Stored items

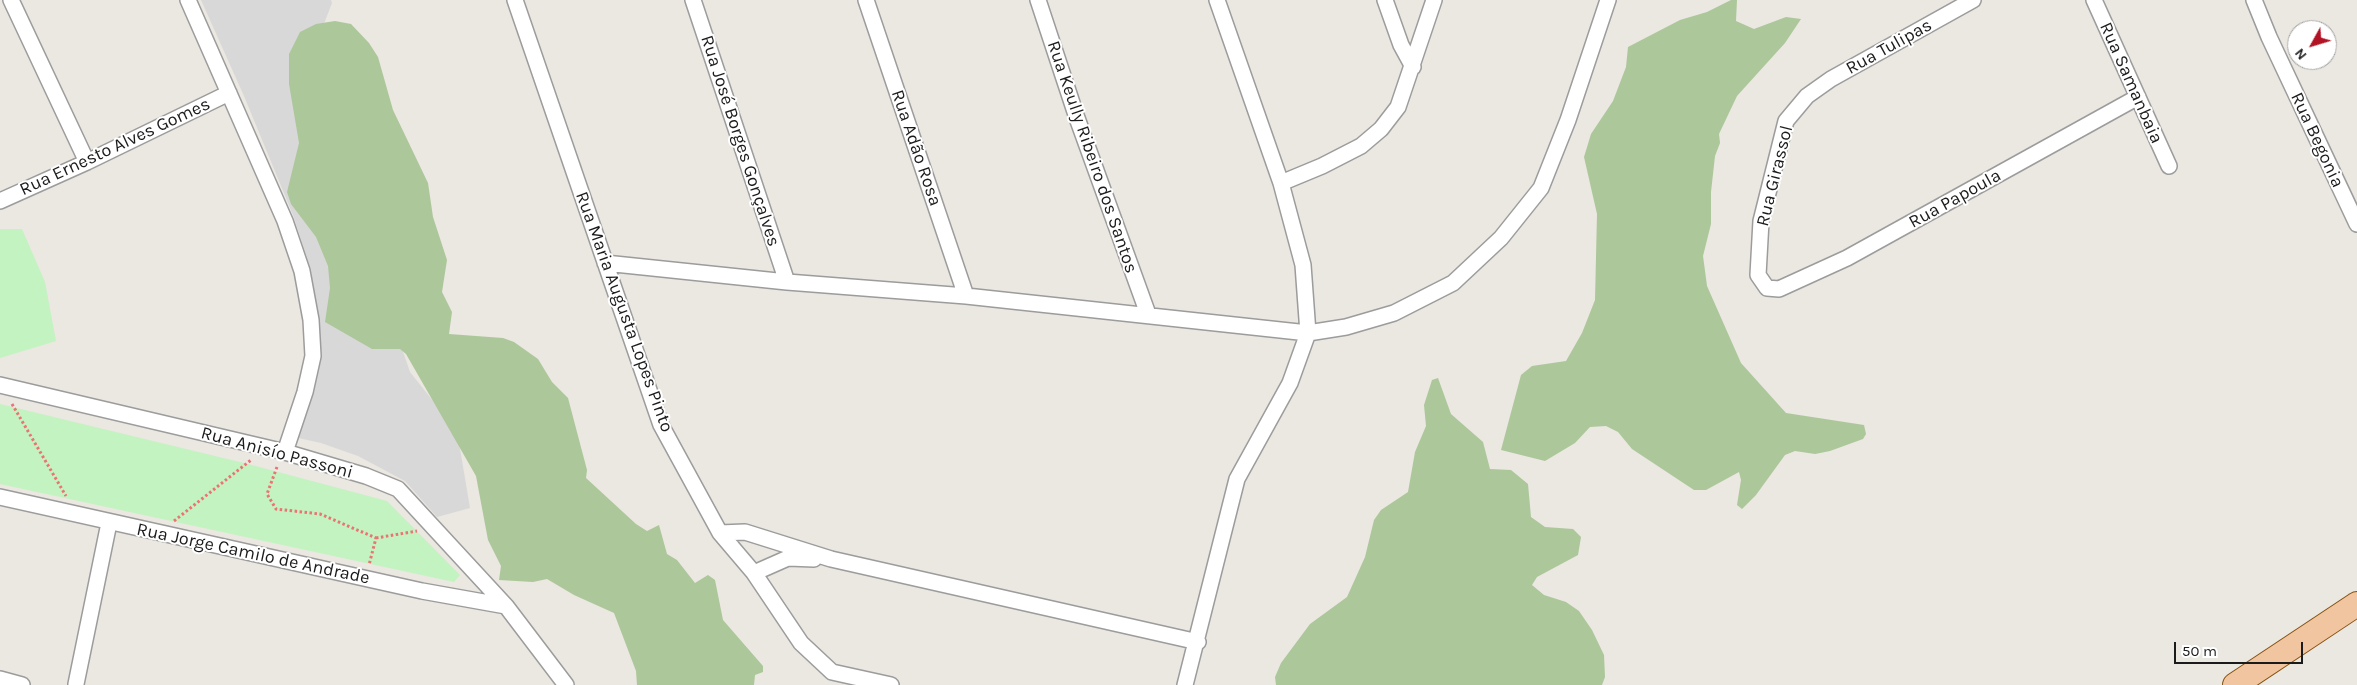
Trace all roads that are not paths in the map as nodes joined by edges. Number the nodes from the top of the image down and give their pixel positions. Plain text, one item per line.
1 (11, 0) edge
2 (188, 0) edge
3 (515, 0) edge
4 (693, 0) edge
5 (866, 0) edge
6 (1038, 0) edge
7 (1217, 0) edge
8 (1385, 0) edge
9 (1434, 0) edge
10 (1608, 0) edge
11 (1973, 0) edge
12 (2094, 0) edge
13 (2254, 0) edge
14 (1413, 67) junction
15 (1831, 79) joint
16 (230, 93) junction
17 (2138, 97) junction
18 (87, 162) junction
19 (2169, 166) dead end
20 (1280, 183) junction
21 (0, 201) edge
22 (2357, 224) edge
23 (605, 264) junction
24 (787, 282) junction
25 (1767, 288) joint
26 (966, 296) junction
27 (1148, 314) junction
28 (1308, 333) junction
29 (0, 386) edge
30 (285, 452) junction
31 (0, 497) edge
32 (109, 523) junction
33 (720, 533) junction
34 (831, 560) junction
35 (754, 573) junction
36 (2357, 604) edge
37 (506, 606) junction
38 (1198, 642) junction
39 (0, 680) edge
40 (22, 685) edge
41 (66, 685) edge
42 (77, 685) edge
43 (566, 685) edge
44 (891, 685) edge
45 (1185, 685) edge
46 (2235, 685) edge

1 - 18 street
2 - 16 street
3 - 23 street, Rua Maria Augusta Lopes Pinto
4 - 24 street, Rua José Borges Gonçalves
5 - 26 street, Rua Adão Rosa
6 - 27 street, Rua Keully Ribeiro dos Santos
7 - 20 street
8 - 14 street
9 - 14 street
10 - 28 street
11 - 15 street, Rua Tulipas
12 - 17 street, Rua Samanbaia
13 - 22 street, Rua Begonia
14 - 20 street
15 - 25 street, Rua Girassol
16 - 18 street, Rua Ernesto Alves Gomes
16 - 30 street
17 - 19 street, Rua Samanbaia
17 - 25 street, Rua Papoula
18 - 21 street, Rua Ernesto Alves Gomes
20 - 28 street
23 - 24 street
23 - 33 street, Rua Maria Augusta Lopes Pinto
24 - 26 street
26 - 27 street
27 - 28 street
28 - 38 street
29 - 30 street, Rua Anisío Passoni
30 - 37 street, Rua Anisío Passoni
31 - 32 street, Rua Jorge Camilo de Andrade
32 - 37 street, Rua Jorge Camilo de Andrade
32 - 42 street
33 - 34 street
33 - 35 street, Rua Maria Augusta Lopes Pinto
34 - 35 street
34 - 38 street
35 - 44 street, Rua Maria Augusta Lopes Pinto
36 - 46 main road
37 - 43 street, Rua Anisío Passoni
38 - 45 street
39 - 40 street
41 - 42 street

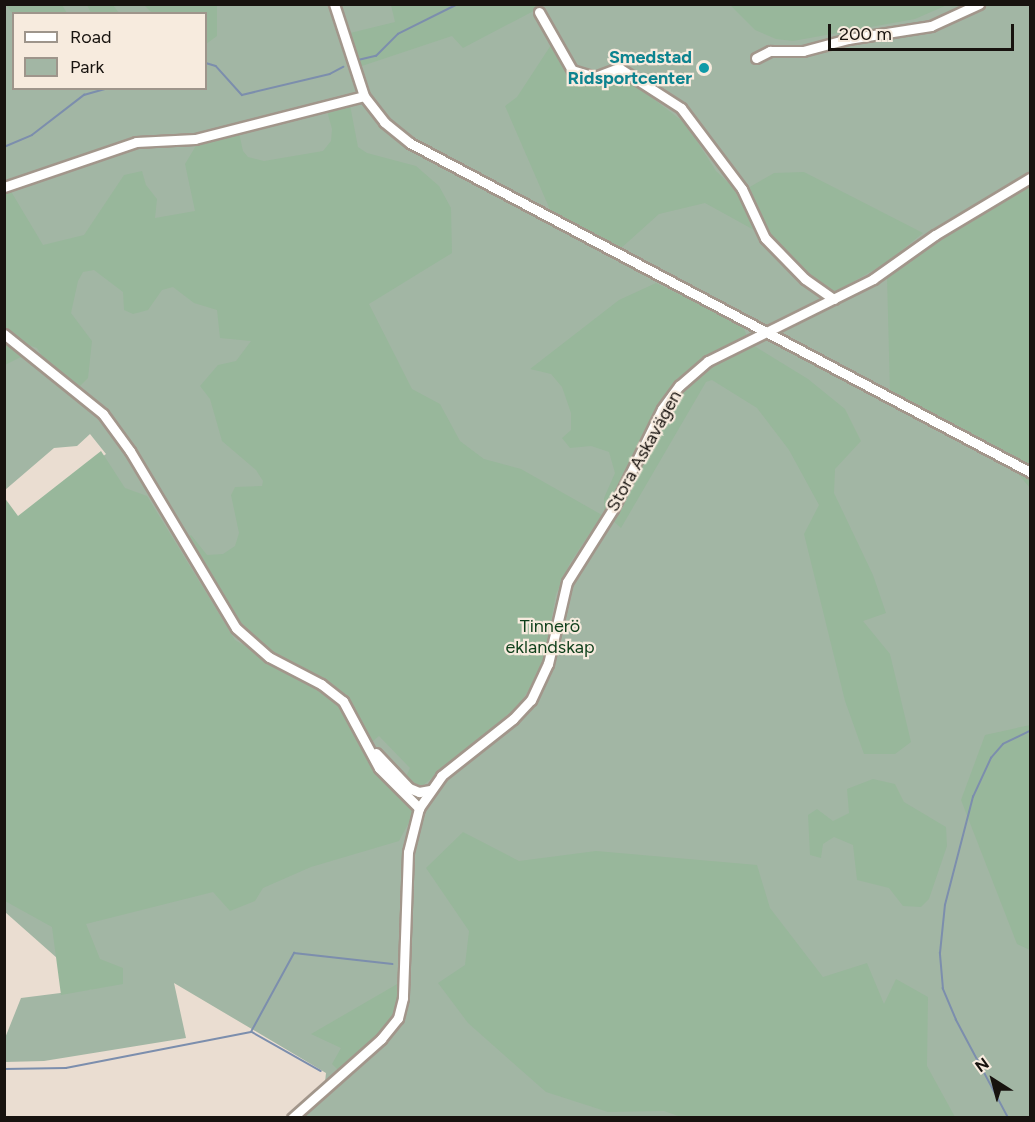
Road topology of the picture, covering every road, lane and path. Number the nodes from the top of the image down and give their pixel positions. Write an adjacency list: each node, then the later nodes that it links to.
1 (334, 4): 5 (street)
2 (979, 4): 4 (street)
3 (539, 12): 8 (street)
4 (756, 58)
5 (364, 96): 7 (street); 10 (street)
6 (1030, 178): 8 (street, Stora Askavägen)
7 (4, 187)
8 (834, 299): 10 (street, Stora Askavägen)
9 (4, 334): 12 (street)
10 (764, 334): 11 (street); 13 (street, Stora Askavägen)
11 (1030, 472)
12 (366, 741): 13 (street); 14 (street)
13 (429, 790): 14 (street, Stora Askavägen)
14 (419, 808): 15 (street, Stora Askavägen)
15 (292, 1118)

Work task: Exclude the images and reproduce the remaining data exactly.

Result:
Trace all roads that are not paths in the map as nodes joined by edges. Number the nodes from the top of the image down and give their pixel positions. Plain text, one item per line.
1 (11, 0) edge
2 (188, 0) edge
3 (515, 0) edge
4 (693, 0) edge
5 (866, 0) edge
6 (1038, 0) edge
7 (1217, 0) edge
8 (1385, 0) edge
9 (1434, 0) edge
10 (1608, 0) edge
11 (1973, 0) edge
12 (2094, 0) edge
13 (2254, 0) edge
14 (1413, 67) junction
15 (1831, 79) joint
16 (230, 93) junction
17 (2138, 97) junction
18 (87, 162) junction
19 (2169, 166) dead end
20 (1280, 183) junction
21 (0, 201) edge
22 (2357, 224) edge
23 (605, 264) junction
24 (787, 282) junction
25 (1767, 288) joint
26 (966, 296) junction
27 (1148, 314) junction
28 (1308, 333) junction
29 (0, 386) edge
30 (285, 452) junction
31 (0, 497) edge
32 (109, 523) junction
33 (720, 533) junction
34 (831, 560) junction
35 (754, 573) junction
36 (2357, 604) edge
37 (506, 606) junction
38 (1198, 642) junction
39 (0, 680) edge
40 (22, 685) edge
41 (66, 685) edge
42 (77, 685) edge
43 (566, 685) edge
44 (891, 685) edge
45 (1185, 685) edge
46 (2235, 685) edge

1 - 18 street
2 - 16 street
3 - 23 street, Rua Maria Augusta Lopes Pinto
4 - 24 street, Rua José Borges Gonçalves
5 - 26 street, Rua Adão Rosa
6 - 27 street, Rua Keully Ribeiro dos Santos
7 - 20 street
8 - 14 street
9 - 14 street
10 - 28 street
11 - 15 street, Rua Tulipas
12 - 17 street, Rua Samanbaia
13 - 22 street, Rua Begonia
14 - 20 street
15 - 25 street, Rua Girassol
16 - 18 street, Rua Ernesto Alves Gomes
16 - 30 street
17 - 19 street, Rua Samanbaia
17 - 25 street, Rua Papoula
18 - 21 street, Rua Ernesto Alves Gomes
20 - 28 street
23 - 24 street
23 - 33 street, Rua Maria Augusta Lopes Pinto
24 - 26 street
26 - 27 street
27 - 28 street
28 - 38 street
29 - 30 street, Rua Anisío Passoni
30 - 37 street, Rua Anisío Passoni
31 - 32 street, Rua Jorge Camilo de Andrade
32 - 37 street, Rua Jorge Camilo de Andrade
32 - 42 street
33 - 34 street
33 - 35 street, Rua Maria Augusta Lopes Pinto
34 - 35 street
34 - 38 street
35 - 44 street, Rua Maria Augusta Lopes Pinto
36 - 46 main road
37 - 43 street, Rua Anisío Passoni
38 - 45 street
39 - 40 street
41 - 42 street

Road topology of the picture, covering every road, lane and path. Number the nodes from the top of the image down and give their pixel positions. Write an adjacency list: each node, then the later nodes that it links to.
1 (334, 4): 5 (street)
2 (979, 4): 4 (street)
3 (539, 12): 8 (street)
4 (756, 58)
5 (364, 96): 7 (street); 10 (street)
6 (1030, 178): 8 (street, Stora Askavägen)
7 (4, 187)
8 (834, 299): 10 (street, Stora Askavägen)
9 (4, 334): 12 (street)
10 (764, 334): 11 (street); 13 (street, Stora Askavägen)
11 (1030, 472)
12 (366, 741): 13 (street); 14 (street)
13 (429, 790): 14 (street, Stora Askavägen)
14 (419, 808): 15 (street, Stora Askavägen)
15 (292, 1118)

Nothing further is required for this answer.